WHAT IS BEING ASKED ->
What follows is a set of records; restate each one word for word and drop the pictures.

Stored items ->
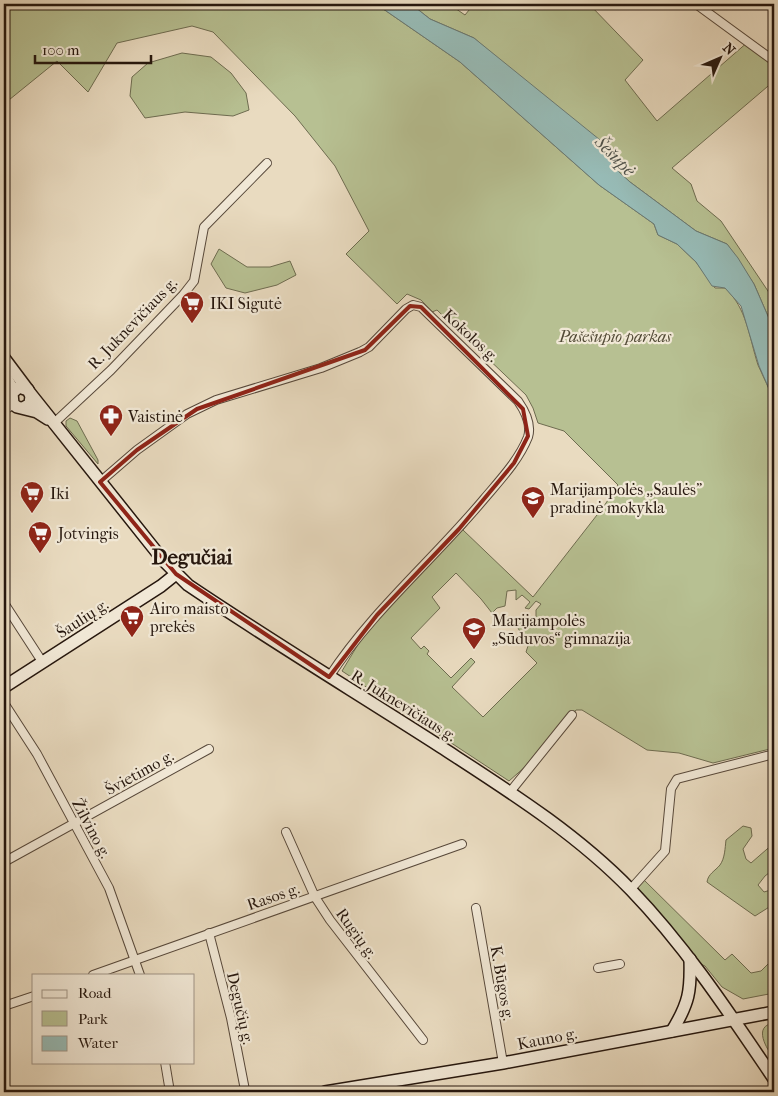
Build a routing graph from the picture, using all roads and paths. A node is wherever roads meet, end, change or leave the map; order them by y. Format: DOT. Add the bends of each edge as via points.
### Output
graph roads {
  1 [pos="696,4"];
  2 [pos="774,61"];
  3 [pos="267,163"];
  4 [pos="4,358"];
  5 [pos="4,374"];
  6 [pos="29,391"];
  7 [pos="13,404"];
  8 [pos="52,422"];
  9 [pos="100,482"];
  10 [pos="176,574"];
  11 [pos="4,603"];
  12 [pos="43,662"];
  13 [pos="329,676"];
  14 [pos="4,687"];
  15 [pos="4,703"];
  16 [pos="572,715"];
  17 [pos="209,749"];
  18 [pos="774,754"];
  19 [pos="510,792"];
  20 [pos="74,823"];
  21 [pos="286,832"];
  22 [pos="462,844"];
  23 [pos="4,862"];
  24 [pos="630,890"];
  25 [pos="315,897"];
  26 [pos="476,908"];
  27 [pos="210,933"];
  28 [pos="690,959"];
  29 [pos="135,960"];
  30 [pos="620,964"];
  31 [pos="598,968"];
  32 [pos="96,974"];
  33 [pos="140,974"];
  34 [pos="32,997"];
  35 [pos="4,1006"];
  36 [pos="774,1012"];
  37 [pos="733,1019"];
  38 [pos="672,1031"];
  39 [pos="423,1040"];
  40 [pos="503,1063"];
  41 [pos="165,1064"];
  42 [pos="774,1080"];
  43 [pos="244,1090"];
  44 [pos="170,1092"];
  45 [pos="325,1092"];
  1 -- 2 [label="street"];
  3 -- 8 [label="street, R. Juknevičiaus g." via="204,227 194,281 183,295 111,370"];
  4 -- 6 [label="street, R. Juknevičiaus g."];
  5 -- 7 [label="street" via="12,386"];
  6 -- 7 [label="street" via="31,400"];
  6 -- 7 [label="street" via="19,387"];
  6 -- 8 [label="street, R. Juknevičiaus g."];
  7 -- 8 [label="street, R. Juknevičiaus g." via="37,412"];
  8 -- 9 [label="street, R. Juknevičiaus g."];
  9 -- 10 [label="street, R. Juknevičiaus g."];
  9 -- 13 [label="street, Kokolos g." via="187,414 216,400 321,368 360,352 406,309 413,305 421,307 518,402 528,420 528,436 514,463 479,506 377,615"];
  10 -- 12 [label="street, Šaulių g."];
  10 -- 13 [label="street, R. Juknevičiaus g."];
  11 -- 12 [label="street"];
  12 -- 14 [label="street, Šaulių g."];
  13 -- 19 [label="street, R. Juknevičiaus g."];
  15 -- 20 [label="street, Žilvino g." via="37,754"];
  16 -- 19 [label="street"];
  17 -- 20 [label="street, Švietimo g."];
  18 -- 24 [label="street" via="677,779 671,789 665,851"];
  19 -- 24 [label="street, R. Juknevičiaus g." via="579,843"];
  20 -- 23 [label="street, Švietimo g."];
  20 -- 29 [label="street, Žilvino g." via="109,888"];
  21 -- 25 [label="street, Rugių g."];
  22 -- 25 [label="street, Rasos g."];
  24 -- 28 [label="street, R. Juknevičiaus g."];
  25 -- 27 [label="street, Rasos g."];
  25 -- 39 [label="street, Rugių g." via="353,954"];
  26 -- 40 [label="street, K. Būgos g."];
  27 -- 29 [label="street, Rasos g."];
  27 -- 43 [label="street, Degučių g."];
  28 -- 37 [label="street, R. Juknevičiaus g."];
  28 -- 38 [label="street" via="685,1010"];
  29 -- 32 [label="street, Rasos g."];
  29 -- 33 [label="street, Žilvino g."];
  30 -- 31 [label="street"];
  34 -- 35 [label="street"];
  36 -- 37 [label="street, Kauno g."];
  37 -- 38 [label="street, Kauno g."];
  37 -- 42 [label="street, R. Juknevičiaus g."];
  38 -- 40 [label="street, Kauno g."];
  40 -- 45 [label="street, Kauno g."];
  41 -- 44 [label="street"];
}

ANSWER AREA ->
Build a routing graph from the picture, using all roads and paths. A node is wherever roads meet, end, change or leave the map; order them by y. Format: DOT. Add the bends of each edge as via points.
### Output
graph roads {
  1 [pos="696,4"];
  2 [pos="774,61"];
  3 [pos="267,163"];
  4 [pos="4,358"];
  5 [pos="4,374"];
  6 [pos="29,391"];
  7 [pos="13,404"];
  8 [pos="52,422"];
  9 [pos="100,482"];
  10 [pos="176,574"];
  11 [pos="4,603"];
  12 [pos="43,662"];
  13 [pos="329,676"];
  14 [pos="4,687"];
  15 [pos="4,703"];
  16 [pos="572,715"];
  17 [pos="209,749"];
  18 [pos="774,754"];
  19 [pos="510,792"];
  20 [pos="74,823"];
  21 [pos="286,832"];
  22 [pos="462,844"];
  23 [pos="4,862"];
  24 [pos="630,890"];
  25 [pos="315,897"];
  26 [pos="476,908"];
  27 [pos="210,933"];
  28 [pos="690,959"];
  29 [pos="135,960"];
  30 [pos="620,964"];
  31 [pos="598,968"];
  32 [pos="96,974"];
  33 [pos="140,974"];
  34 [pos="32,997"];
  35 [pos="4,1006"];
  36 [pos="774,1012"];
  37 [pos="733,1019"];
  38 [pos="672,1031"];
  39 [pos="423,1040"];
  40 [pos="503,1063"];
  41 [pos="165,1064"];
  42 [pos="774,1080"];
  43 [pos="244,1090"];
  44 [pos="170,1092"];
  45 [pos="325,1092"];
  1 -- 2 [label="street"];
  3 -- 8 [label="street, R. Juknevičiaus g." via="204,227 194,281 183,295 111,370"];
  4 -- 6 [label="street, R. Juknevičiaus g."];
  5 -- 7 [label="street" via="12,386"];
  6 -- 7 [label="street" via="31,400"];
  6 -- 7 [label="street" via="19,387"];
  6 -- 8 [label="street, R. Juknevičiaus g."];
  7 -- 8 [label="street, R. Juknevičiaus g." via="37,412"];
  8 -- 9 [label="street, R. Juknevičiaus g."];
  9 -- 10 [label="street, R. Juknevičiaus g."];
  9 -- 13 [label="street, Kokolos g." via="187,414 216,400 321,368 360,352 406,309 413,305 421,307 518,402 528,420 528,436 514,463 479,506 377,615"];
  10 -- 12 [label="street, Šaulių g."];
  10 -- 13 [label="street, R. Juknevičiaus g."];
  11 -- 12 [label="street"];
  12 -- 14 [label="street, Šaulių g."];
  13 -- 19 [label="street, R. Juknevičiaus g."];
  15 -- 20 [label="street, Žilvino g." via="37,754"];
  16 -- 19 [label="street"];
  17 -- 20 [label="street, Švietimo g."];
  18 -- 24 [label="street" via="677,779 671,789 665,851"];
  19 -- 24 [label="street, R. Juknevičiaus g." via="579,843"];
  20 -- 23 [label="street, Švietimo g."];
  20 -- 29 [label="street, Žilvino g." via="109,888"];
  21 -- 25 [label="street, Rugių g."];
  22 -- 25 [label="street, Rasos g."];
  24 -- 28 [label="street, R. Juknevičiaus g."];
  25 -- 27 [label="street, Rasos g."];
  25 -- 39 [label="street, Rugių g." via="353,954"];
  26 -- 40 [label="street, K. Būgos g."];
  27 -- 29 [label="street, Rasos g."];
  27 -- 43 [label="street, Degučių g."];
  28 -- 37 [label="street, R. Juknevičiaus g."];
  28 -- 38 [label="street" via="685,1010"];
  29 -- 32 [label="street, Rasos g."];
  29 -- 33 [label="street, Žilvino g."];
  30 -- 31 [label="street"];
  34 -- 35 [label="street"];
  36 -- 37 [label="street, Kauno g."];
  37 -- 38 [label="street, Kauno g."];
  37 -- 42 [label="street, R. Juknevičiaus g."];
  38 -- 40 [label="street, Kauno g."];
  40 -- 45 [label="street, Kauno g."];
  41 -- 44 [label="street"];
}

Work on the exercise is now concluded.